Simulacro en La Habana

El régimen cubano usa la cumbre de mandatarios de la CELAC para ganar capital político

Si nos atenemos al número de organismos de integración, América Latina debería ser la región más unida del planeta. La impresión, en realidad, es engañosa, ya que los esfuerzos de vertebración tienden a diluirse en una sopa de siglas (Unasur, Alba, Sela, Mercosur o CAN, entre otras). El espejismo se acaba de repetir en la reunión que la Comunidad de Estados Latinoamericanos y Caribeños (CELAC) ha celebrado esta semana en La Habana, con un aforo casi completo. El éxito de asistencia —que contrasta con las declinantes cumbres iberoamericanas—, solo ha propiciado, sin embargo, un resultado tangible: que el régimen cubano presente la cumbre como un espaldarazo internacional, aunque ese no fuera el propósito del encuentro. Por lo demás, las conclusiones han sido un catálogo de buenos deseos —fortalecer el acercamiento, declarar la región como “zona de paz” o luchar contra la pobreza— que calca la retórica de otros foros.
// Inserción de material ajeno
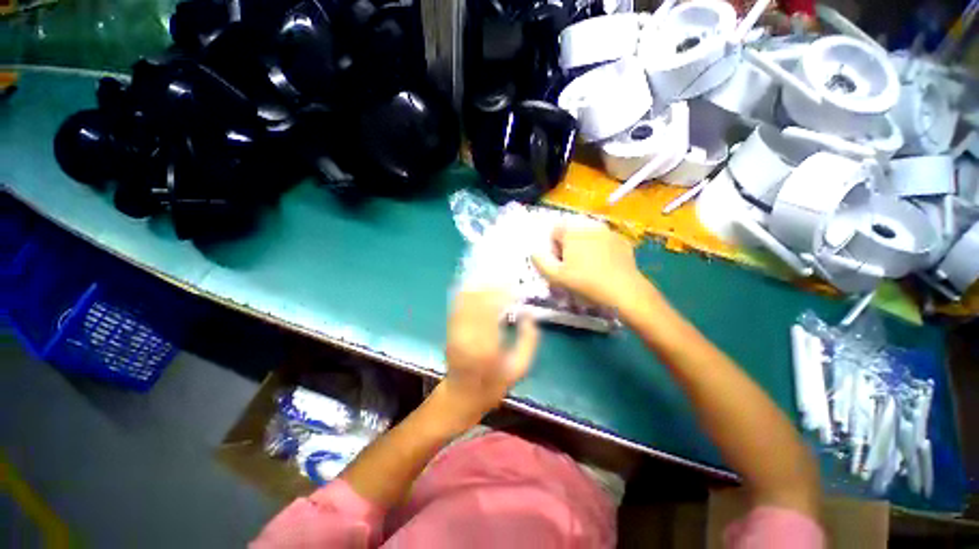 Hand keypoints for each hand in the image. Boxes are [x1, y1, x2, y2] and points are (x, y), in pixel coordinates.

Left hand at [443, 290, 538, 421]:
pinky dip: (467, 292)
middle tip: (506, 279)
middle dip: (491, 286)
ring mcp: (455, 331)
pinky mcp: (449, 329)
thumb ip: (528, 341)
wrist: (461, 396)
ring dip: (479, 286)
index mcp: (486, 348)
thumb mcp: (519, 368)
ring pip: (465, 300)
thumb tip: (529, 314)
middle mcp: (468, 336)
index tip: (514, 286)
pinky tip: (478, 285)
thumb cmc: (493, 385)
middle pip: (477, 301)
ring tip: (493, 279)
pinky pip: (457, 305)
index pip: (493, 311)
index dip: (503, 294)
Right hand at [531, 225, 648, 310]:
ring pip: (588, 236)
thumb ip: (540, 262)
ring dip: (584, 248)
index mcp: (572, 232)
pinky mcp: (622, 241)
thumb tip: (534, 252)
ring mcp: (608, 232)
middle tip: (572, 267)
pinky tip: (604, 267)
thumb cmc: (585, 283)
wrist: (624, 291)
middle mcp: (590, 226)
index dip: (553, 248)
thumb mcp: (556, 276)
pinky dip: (600, 250)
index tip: (560, 264)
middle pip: (572, 233)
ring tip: (588, 267)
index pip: (555, 231)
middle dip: (568, 247)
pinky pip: (604, 242) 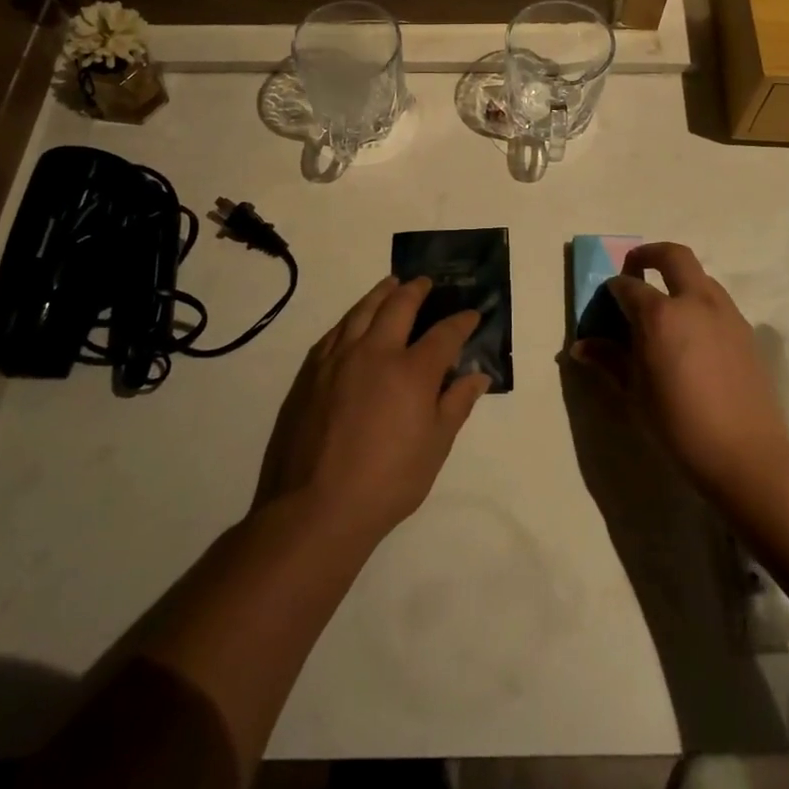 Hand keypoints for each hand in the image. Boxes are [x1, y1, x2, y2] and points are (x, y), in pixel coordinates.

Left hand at [255, 276, 490, 542]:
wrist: (316, 507)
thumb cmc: (387, 482)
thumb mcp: (435, 448)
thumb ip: (456, 404)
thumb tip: (477, 375)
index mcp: (411, 371)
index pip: (444, 334)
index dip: (461, 321)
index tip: (472, 314)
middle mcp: (375, 352)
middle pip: (399, 306)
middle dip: (417, 290)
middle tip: (426, 282)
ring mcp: (339, 358)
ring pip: (362, 311)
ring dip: (381, 293)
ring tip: (391, 284)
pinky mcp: (311, 372)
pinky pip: (335, 331)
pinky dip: (351, 318)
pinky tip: (354, 320)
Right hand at [572, 243, 788, 504]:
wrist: (745, 453)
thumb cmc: (678, 424)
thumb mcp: (634, 393)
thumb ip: (609, 360)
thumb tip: (580, 347)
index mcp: (660, 314)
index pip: (627, 285)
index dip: (612, 289)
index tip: (605, 301)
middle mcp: (694, 301)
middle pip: (673, 256)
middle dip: (649, 254)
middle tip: (635, 268)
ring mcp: (725, 313)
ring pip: (700, 276)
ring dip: (678, 278)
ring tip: (665, 306)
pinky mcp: (745, 330)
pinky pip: (717, 301)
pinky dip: (698, 302)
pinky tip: (692, 334) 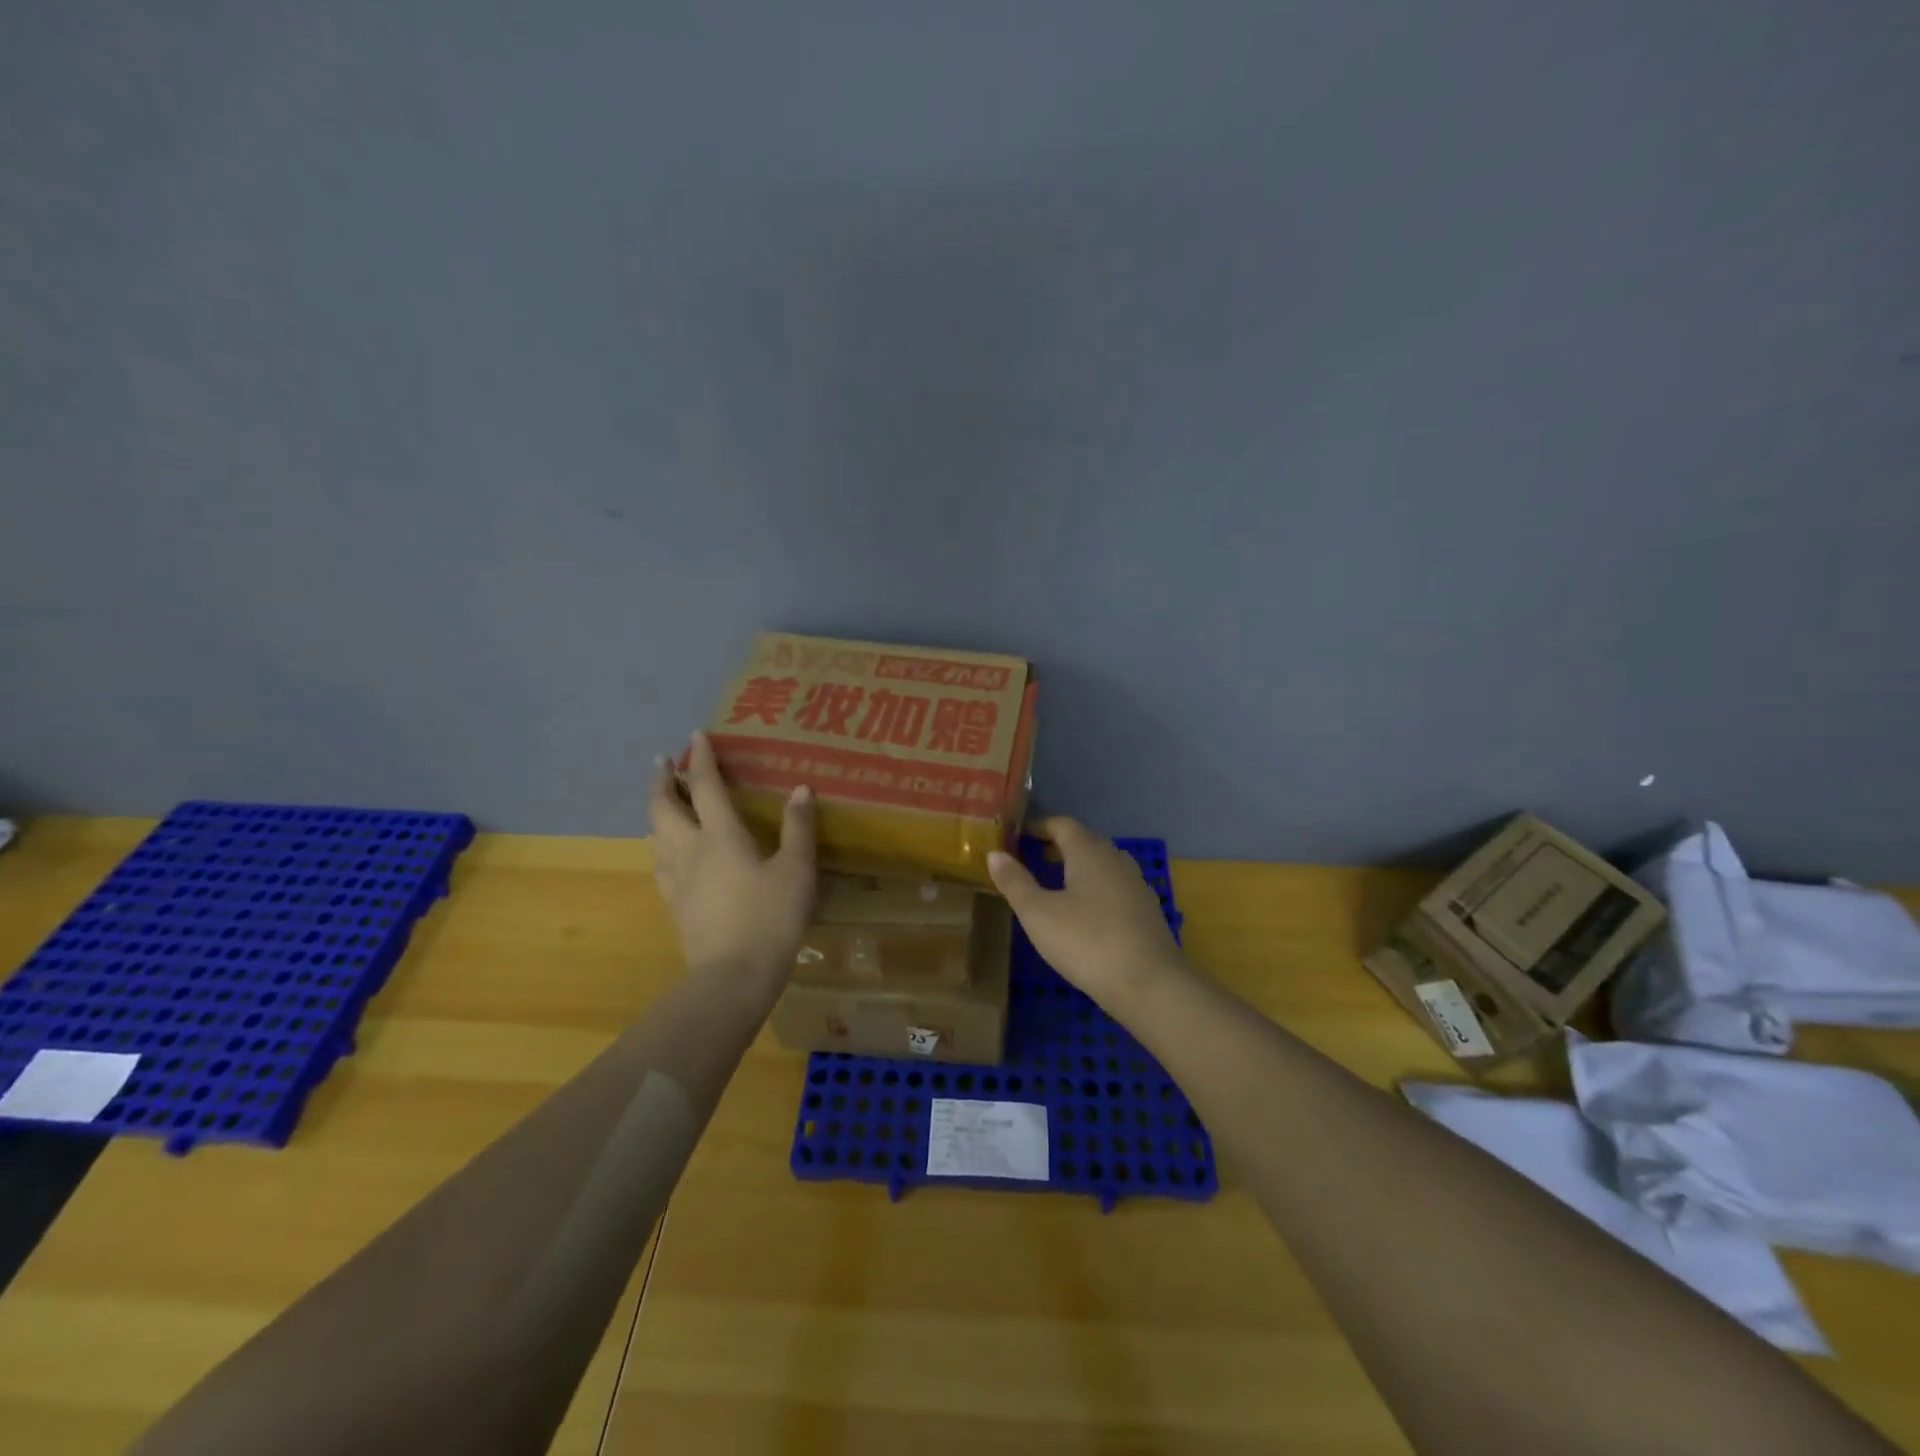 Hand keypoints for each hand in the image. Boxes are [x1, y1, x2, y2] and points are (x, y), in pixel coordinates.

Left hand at [650, 731, 816, 993]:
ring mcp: (677, 880)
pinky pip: (660, 865)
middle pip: (665, 808)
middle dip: (662, 781)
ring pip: (656, 836)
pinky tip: (665, 855)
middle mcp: (691, 850)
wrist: (733, 975)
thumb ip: (798, 828)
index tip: (695, 735)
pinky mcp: (675, 905)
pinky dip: (660, 847)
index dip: (700, 758)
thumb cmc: (770, 917)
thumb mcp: (796, 870)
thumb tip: (801, 789)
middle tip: (661, 762)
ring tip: (660, 802)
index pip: (705, 786)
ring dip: (656, 811)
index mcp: (722, 836)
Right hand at [987, 817, 1185, 1005]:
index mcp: (1089, 851)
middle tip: (1029, 858)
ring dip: (1076, 869)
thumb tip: (994, 854)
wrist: (1150, 984)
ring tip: (1052, 886)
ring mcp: (1135, 885)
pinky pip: (1113, 888)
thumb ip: (1015, 882)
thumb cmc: (1087, 942)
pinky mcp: (1146, 911)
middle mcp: (1115, 859)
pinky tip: (1083, 915)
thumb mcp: (1039, 914)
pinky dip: (1093, 890)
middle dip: (1056, 847)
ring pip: (1101, 865)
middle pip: (1084, 842)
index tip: (1017, 835)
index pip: (1062, 824)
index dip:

Resulta inevitable. La CELAC engloba a 33 países muy dispares, pero además nació con dos contradicciones de origen que llevan a dudar de su alcance. Fue impulsada en 2011 por Hugo Chávez para neutralizar a la Organización de Estados Americanos (OEA) y marginar a Estados Unidos, pero la mayoría de sus miembros no están dispuestos a dar la espalda a quien sigue siendo un socio esencial. Y si bien la carta de la CELAC recoge como fundamento la defensa de la democracia y el respeto a los derechos humanos, sus afiliados no han tenido empacho en que la dictadura cubana, la única que queda en el hemisferio, haya presidido durante un año el organismo.

Editoriales anteriores

En La Habana esas paradojas han quedado patentes, sobre todo porque el Gobierno de Raúl Castro, como era previsible, desató una oleada represiva contra la disidencia, con detenciones y arrestos domiciliarios. Frente a ello, los presidentes de democracias solventes guardaron silencio. Solo uno, el chileno Sebastián Piñera, se atrevió a romperlo y se reunió con las Damas de Blanco, mientras Costa Rica recibió a un grupo de opositores en su Embajada.

Los demás —salvo los entusiastas del cada vez más disperso eje bolivariano— cumplieron por conveniencia con un protocolo que incluyó, en algunos casos, una visita a Fidel Castro. Ninguno de ellos mira, en realidad, a un régimen agonizante y anacrónico; por eso no acaba de entenderse que no les importe servirle de coartada. Aislar a Cuba no es una opción válida. Jugar a la complicidad, tampoco.